About this task
Scan the material for "Pedro". Copy every line it appears in.

### Extracted data

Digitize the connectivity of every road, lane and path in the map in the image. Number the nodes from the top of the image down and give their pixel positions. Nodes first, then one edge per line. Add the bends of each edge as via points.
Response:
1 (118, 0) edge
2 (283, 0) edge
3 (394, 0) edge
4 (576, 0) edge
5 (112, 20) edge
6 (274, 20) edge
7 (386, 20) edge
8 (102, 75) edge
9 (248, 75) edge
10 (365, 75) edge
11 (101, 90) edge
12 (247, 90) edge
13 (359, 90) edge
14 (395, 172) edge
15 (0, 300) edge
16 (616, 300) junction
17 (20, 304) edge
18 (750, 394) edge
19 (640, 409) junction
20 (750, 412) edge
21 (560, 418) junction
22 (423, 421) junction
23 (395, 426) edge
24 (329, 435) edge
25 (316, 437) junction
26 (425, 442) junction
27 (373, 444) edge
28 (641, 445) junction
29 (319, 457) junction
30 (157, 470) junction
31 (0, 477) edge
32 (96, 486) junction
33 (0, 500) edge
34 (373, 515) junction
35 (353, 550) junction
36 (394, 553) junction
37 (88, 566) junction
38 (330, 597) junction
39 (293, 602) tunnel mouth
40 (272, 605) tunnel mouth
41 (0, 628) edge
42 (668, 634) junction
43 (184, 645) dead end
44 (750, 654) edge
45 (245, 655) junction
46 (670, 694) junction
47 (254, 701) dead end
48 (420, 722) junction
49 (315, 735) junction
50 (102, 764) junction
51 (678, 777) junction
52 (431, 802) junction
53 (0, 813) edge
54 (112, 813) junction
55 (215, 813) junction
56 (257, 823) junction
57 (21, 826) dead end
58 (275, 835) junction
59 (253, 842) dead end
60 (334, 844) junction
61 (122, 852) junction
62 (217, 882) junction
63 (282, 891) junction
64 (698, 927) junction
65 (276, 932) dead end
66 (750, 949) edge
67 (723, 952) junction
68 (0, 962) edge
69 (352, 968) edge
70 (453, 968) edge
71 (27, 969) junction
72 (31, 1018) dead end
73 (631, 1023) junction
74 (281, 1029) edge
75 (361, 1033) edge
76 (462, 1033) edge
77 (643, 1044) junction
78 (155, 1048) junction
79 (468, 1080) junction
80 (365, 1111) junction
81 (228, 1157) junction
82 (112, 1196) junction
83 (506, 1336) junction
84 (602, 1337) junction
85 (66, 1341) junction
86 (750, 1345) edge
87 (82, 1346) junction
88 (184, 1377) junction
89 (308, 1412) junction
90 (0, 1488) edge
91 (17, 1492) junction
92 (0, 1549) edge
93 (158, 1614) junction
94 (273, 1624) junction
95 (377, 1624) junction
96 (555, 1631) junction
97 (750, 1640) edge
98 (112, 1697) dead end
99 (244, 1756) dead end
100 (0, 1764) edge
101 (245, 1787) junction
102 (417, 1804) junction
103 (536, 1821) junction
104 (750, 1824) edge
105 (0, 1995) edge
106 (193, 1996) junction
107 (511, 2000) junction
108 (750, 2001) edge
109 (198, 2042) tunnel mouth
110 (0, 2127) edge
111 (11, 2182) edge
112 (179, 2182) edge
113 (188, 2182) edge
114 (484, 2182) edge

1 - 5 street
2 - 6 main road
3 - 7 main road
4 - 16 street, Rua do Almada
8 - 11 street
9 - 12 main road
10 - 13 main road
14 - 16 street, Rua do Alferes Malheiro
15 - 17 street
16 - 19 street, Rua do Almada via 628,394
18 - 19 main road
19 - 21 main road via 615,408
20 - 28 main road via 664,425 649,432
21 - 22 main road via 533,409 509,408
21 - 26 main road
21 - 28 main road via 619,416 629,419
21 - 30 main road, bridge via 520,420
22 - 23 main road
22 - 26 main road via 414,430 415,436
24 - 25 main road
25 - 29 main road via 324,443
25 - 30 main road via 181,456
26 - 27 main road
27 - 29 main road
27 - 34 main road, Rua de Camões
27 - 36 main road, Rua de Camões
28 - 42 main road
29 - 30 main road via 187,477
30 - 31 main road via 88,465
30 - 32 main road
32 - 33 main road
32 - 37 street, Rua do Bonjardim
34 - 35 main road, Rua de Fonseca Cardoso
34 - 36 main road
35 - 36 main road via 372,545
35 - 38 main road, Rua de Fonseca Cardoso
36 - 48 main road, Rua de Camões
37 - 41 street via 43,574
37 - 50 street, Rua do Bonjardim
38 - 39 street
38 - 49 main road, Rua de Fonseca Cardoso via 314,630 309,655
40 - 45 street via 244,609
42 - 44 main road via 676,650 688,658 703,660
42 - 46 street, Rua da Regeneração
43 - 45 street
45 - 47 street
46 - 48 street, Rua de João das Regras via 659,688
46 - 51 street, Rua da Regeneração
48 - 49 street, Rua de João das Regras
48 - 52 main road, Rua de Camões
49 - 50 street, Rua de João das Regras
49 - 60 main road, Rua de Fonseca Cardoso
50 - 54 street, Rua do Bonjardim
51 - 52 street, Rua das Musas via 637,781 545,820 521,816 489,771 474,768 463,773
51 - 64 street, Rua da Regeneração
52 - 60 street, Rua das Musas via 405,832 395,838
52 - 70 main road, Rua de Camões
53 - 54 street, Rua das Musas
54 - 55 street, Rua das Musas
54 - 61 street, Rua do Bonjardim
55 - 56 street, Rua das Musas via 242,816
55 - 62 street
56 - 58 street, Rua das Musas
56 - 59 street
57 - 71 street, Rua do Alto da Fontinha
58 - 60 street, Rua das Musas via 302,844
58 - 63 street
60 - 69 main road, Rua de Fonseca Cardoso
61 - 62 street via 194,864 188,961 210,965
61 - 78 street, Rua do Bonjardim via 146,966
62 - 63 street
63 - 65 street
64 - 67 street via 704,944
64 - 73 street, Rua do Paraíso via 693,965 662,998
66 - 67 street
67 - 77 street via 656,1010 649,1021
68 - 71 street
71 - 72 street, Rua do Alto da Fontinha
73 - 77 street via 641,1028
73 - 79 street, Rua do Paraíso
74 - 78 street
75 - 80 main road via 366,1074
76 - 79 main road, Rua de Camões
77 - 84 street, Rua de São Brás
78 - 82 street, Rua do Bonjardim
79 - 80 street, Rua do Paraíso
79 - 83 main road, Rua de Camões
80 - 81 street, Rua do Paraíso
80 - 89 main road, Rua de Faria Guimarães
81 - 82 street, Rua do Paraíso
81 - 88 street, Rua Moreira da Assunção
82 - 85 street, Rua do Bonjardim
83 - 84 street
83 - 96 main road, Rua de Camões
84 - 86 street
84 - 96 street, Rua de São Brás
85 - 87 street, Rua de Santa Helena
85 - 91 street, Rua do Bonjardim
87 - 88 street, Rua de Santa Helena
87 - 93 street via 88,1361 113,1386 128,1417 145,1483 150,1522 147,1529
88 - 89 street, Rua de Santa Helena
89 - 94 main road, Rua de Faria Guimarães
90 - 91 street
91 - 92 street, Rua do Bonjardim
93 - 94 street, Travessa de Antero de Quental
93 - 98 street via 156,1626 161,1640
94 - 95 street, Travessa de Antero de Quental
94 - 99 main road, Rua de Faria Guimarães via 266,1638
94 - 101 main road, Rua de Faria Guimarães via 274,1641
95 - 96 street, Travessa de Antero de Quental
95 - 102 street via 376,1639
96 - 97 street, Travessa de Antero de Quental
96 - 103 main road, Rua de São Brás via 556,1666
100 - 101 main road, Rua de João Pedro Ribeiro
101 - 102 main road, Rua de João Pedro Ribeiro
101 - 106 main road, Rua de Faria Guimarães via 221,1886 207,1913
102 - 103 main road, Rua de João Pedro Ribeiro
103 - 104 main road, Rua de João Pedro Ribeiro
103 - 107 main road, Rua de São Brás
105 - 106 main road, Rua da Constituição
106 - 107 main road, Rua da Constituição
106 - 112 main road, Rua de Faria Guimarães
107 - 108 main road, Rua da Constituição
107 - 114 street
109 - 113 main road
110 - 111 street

######

Reply
100 - 101 main road, Rua de João Pedro Ribeiro
101 - 102 main road, Rua de João Pedro Ribeiro
102 - 103 main road, Rua de João Pedro Ribeiro
103 - 104 main road, Rua de João Pedro Ribeiro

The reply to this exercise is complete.